Major League Baseball said it will give minor league prospects payments equal to financial allowances that would have been paid through April 8, marking the latest league effort to help those financially impacted by the ongoing Covid-19 pandemic. 

Following the league’s prior move to help create a $30m fund for ballpark employees, the new initiative will see minor league players receive lump-sum payments worth what they would have received up to when the 2020 Minor League Baseball season was set to begin.

MLB’s step also standardizes across the league what had been previously occurring on a team level among several individual franchises as the public health crisis continues.

The league branded this as an “initial step” and continues to talk with the 30 clubs on a broader plan that will also compensate minor league players from April 9 up until when games and normal payrolls resume.

“MLB takes the community impact of this crisis seriously,” the league said. “We will continue to monitor ongoing events and undertake the precautions and best practices recommended by public health experts to protect fans, players, and ballpark workers.”

There are some exceptions to the initial minor league payment plan, and players that will be exempted include those already receiving housing, food, or other services from MLB teams.

The minor league payments represent a critical step for some of the lowest paid professional athletes in US sports. Even as recent pay increases are slated to go in place for the 2020 season, minor league baseball pay historically has been below basic living wage levels.

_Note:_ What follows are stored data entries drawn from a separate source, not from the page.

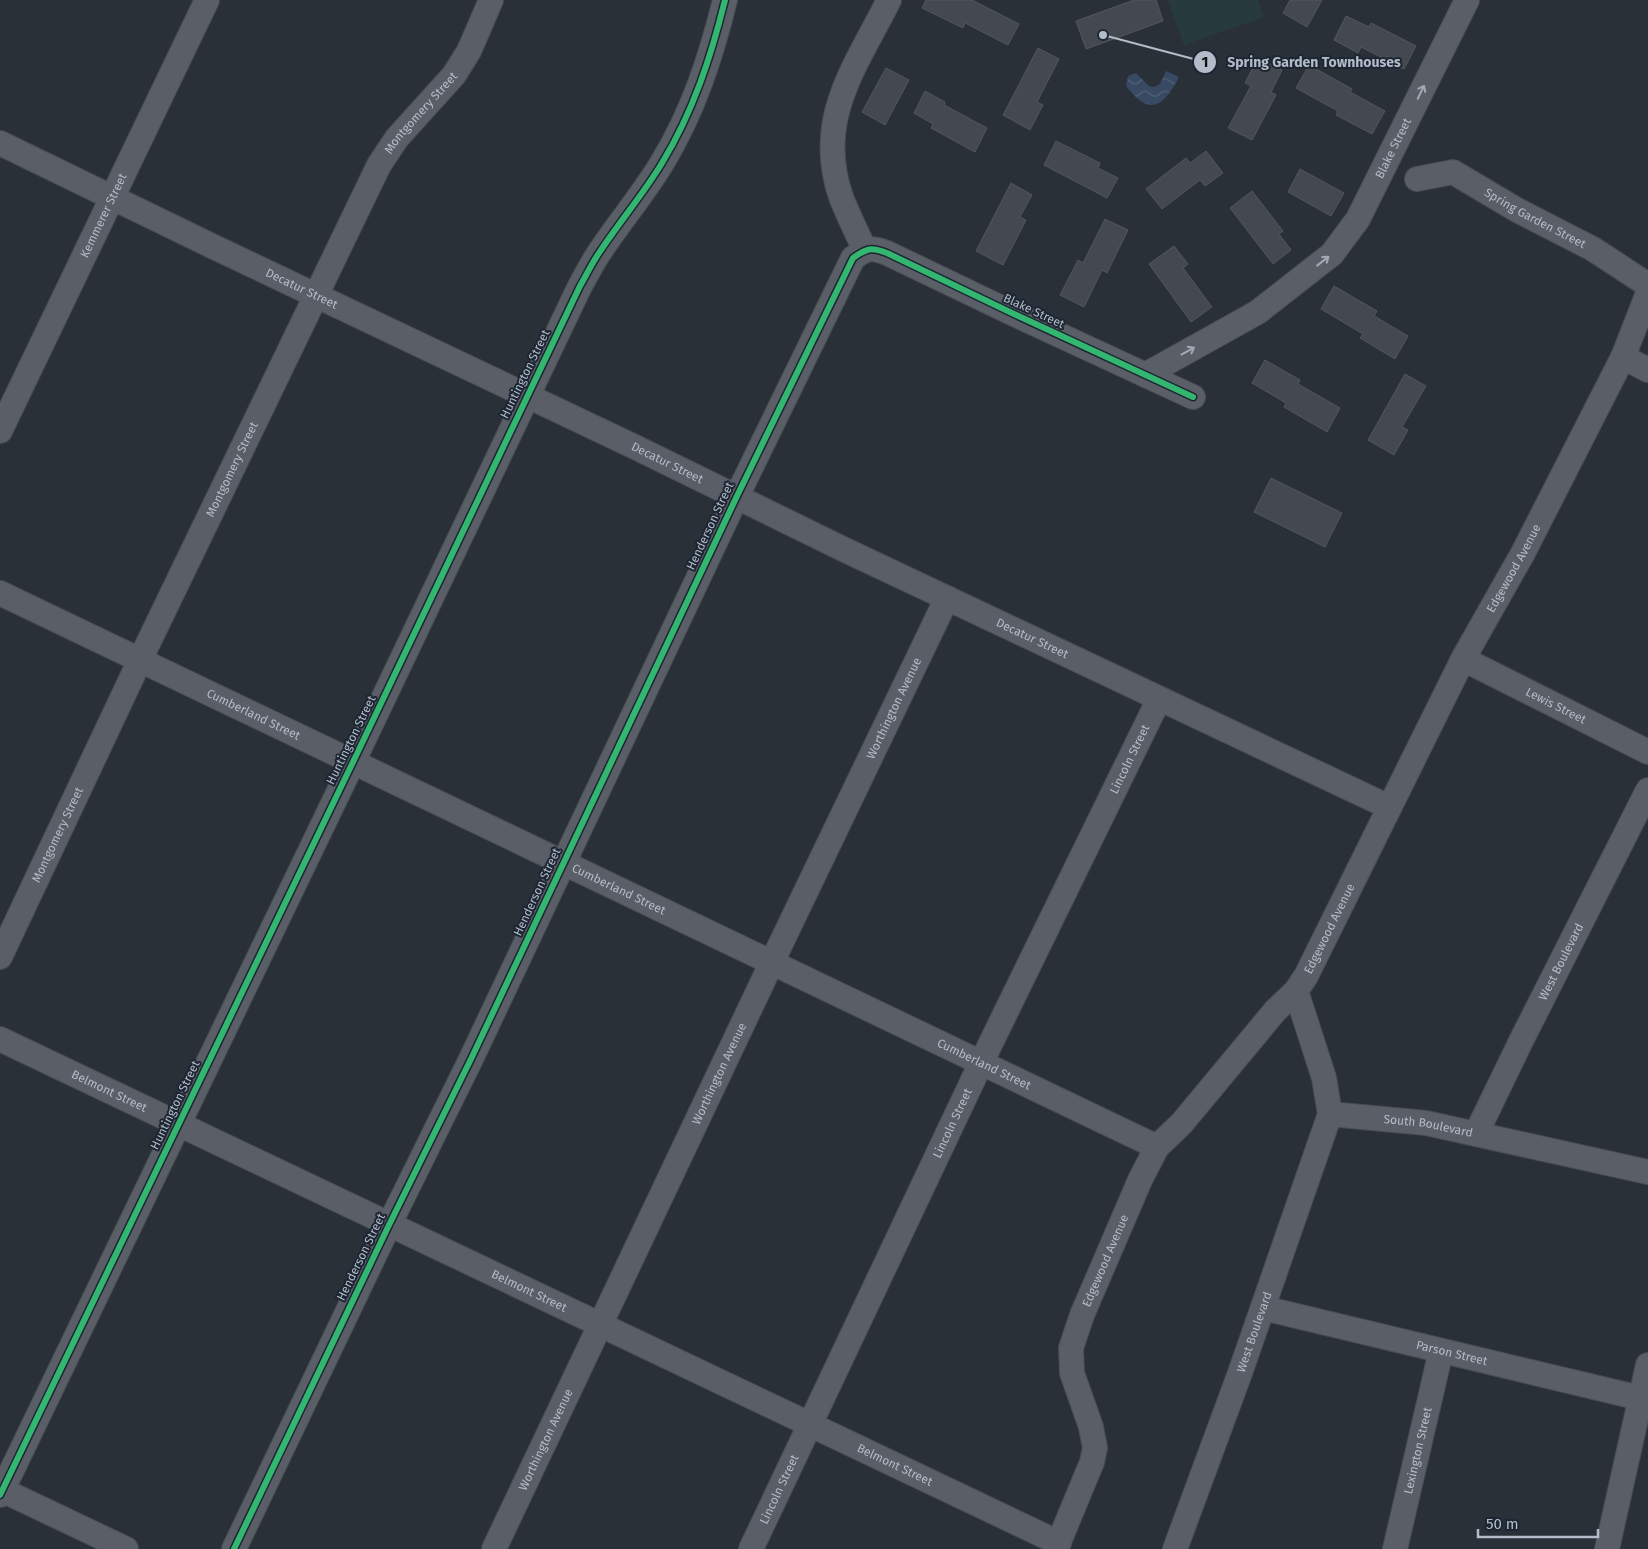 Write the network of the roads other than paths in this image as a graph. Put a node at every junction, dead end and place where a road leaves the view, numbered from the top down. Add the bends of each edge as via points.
1 (207, 0) edge
2 (491, 0) edge
3 (725, 0) edge
4 (889, 0) edge
5 (1466, 0) edge
6 (0, 143) edge
7 (1417, 179) dead end
8 (112, 197) junction
9 (865, 250) junction
10 (1648, 285) edge
11 (1648, 293) edge
12 (317, 295) junction
13 (1623, 357) junction
14 (1648, 370) edge
15 (1145, 375) junction
16 (527, 396) junction
17 (1194, 397) dead end
18 (0, 431) edge
19 (736, 496) junction
20 (0, 593) edge
21 (947, 598) junction
22 (1462, 659) junction
23 (140, 660) junction
24 (1159, 699) junction
25 (1648, 752) edge
26 (353, 762) junction
27 (1648, 790) edge
28 (1389, 807) junction
29 (563, 862) junction
30 (0, 957) edge
31 (772, 962) junction
32 (1296, 991) junction
33 (0, 1039) edge
34 (981, 1063) junction
35 (1330, 1114) junction
36 (178, 1124) junction
37 (1476, 1134) junction
38 (1157, 1147) junction
39 (1648, 1172) edge
40 (389, 1225) junction
41 (1263, 1308) junction
42 (600, 1325) junction
43 (1441, 1350) junction
44 (1648, 1365) edge
45 (1640, 1398) junction
46 (810, 1425) junction
47 (1, 1491) edge
48 (1057, 1546) edge
49 (126, 1549) edge
50 (234, 1549) edge
51 (494, 1549) edge
52 (751, 1549) edge
53 (1175, 1549) edge
54 (1395, 1549) edge
55 (1607, 1549) edge

1 - 8 street, Kemmerer Street
2 - 12 street, Montgomery Street via 469,51 454,75 397,138 379,165
3 - 16 street, Huntington Street via 688,116 662,163 600,250
4 - 9 street via 842,92 833,131 835,174 841,197
15 -> 5 street, Blake Street via 1258,312 1332,254 1358,219
6 - 8 street, Decatur Street
7 - 10 street, Spring Garden Street via 1453,172 1593,249
8 - 12 street, Decatur Street
8 - 18 street, Kemmerer Street
9 - 15 street, Blake Street via 876,248
9 - 19 street, Henderson Street via 853,258
11 - 13 street, Edgewood Avenue
12 - 16 street, Decatur Street
12 - 23 street, Montgomery Street
13 - 14 street
13 - 22 street, Edgewood Avenue via 1524,553
15 - 17 street, Blake Street
16 - 19 street, Decatur Street
16 - 26 street, Huntington Street
19 - 21 street, Decatur Street
19 - 29 street, Henderson Street
20 - 23 street, Cumberland Street
21 - 24 street, Decatur Street
21 - 31 street, Worthington Avenue
22 - 25 street, Lewis Street
22 - 28 street, Edgewood Avenue
23 - 26 street, Cumberland Street
23 - 30 street, Montgomery Street
24 - 28 street, Decatur Street
24 - 34 street, Lincoln Street
26 - 29 street, Cumberland Street
26 - 36 street, Huntington Street
27 - 37 street, West Boulevard
28 - 32 street, Edgewood Avenue
29 - 31 street, Cumberland Street
29 - 40 street, Henderson Street
31 - 34 street, Cumberland Street
31 - 42 street, Worthington Avenue
32 - 35 street via 1324,1078
32 - 38 street, Edgewood Avenue via 1275,1011 1182,1123
33 - 36 street, Belmont Street
34 - 38 street, Cumberland Street
34 - 46 street, Lincoln Street
35 - 37 street, South Boulevard via 1426,1123
35 - 41 street, West Boulevard
36 - 40 street, Belmont Street
36 - 47 street, Huntington Street
37 - 39 street, South Boulevard
38 - 48 street, Edgewood Avenue via 1082,1315 1071,1348 1072,1373 1095,1448
40 - 42 street, Belmont Street
40 - 50 street, Henderson Street
41 - 43 street, Parson Street
41 - 53 street, West Boulevard
42 - 46 street, Belmont Street
42 - 51 street, Worthington Avenue
43 - 45 street, Parson Street
43 - 54 street, Lexington Street
44 - 45 street
45 - 55 street
46 - 48 street, Belmont Street
46 - 52 street, Lincoln Street
47 - 49 street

MiLB player salaries are paid by the MLB parent clubs. And because the minor league players remain under contract, they cannot file unemployment claims while the games aren’t happening.

As for major league players, MLB and the MLB Players Association remain in active discussion on a variety of logistical concerns amid the ongoing virus outbreak, including payment and service time accrual, and revenue-sharing provisions.

MLB and MiLB, meanwhile, continue to be locked in fractious negotiations regarding a new Professional Baseball Agreement.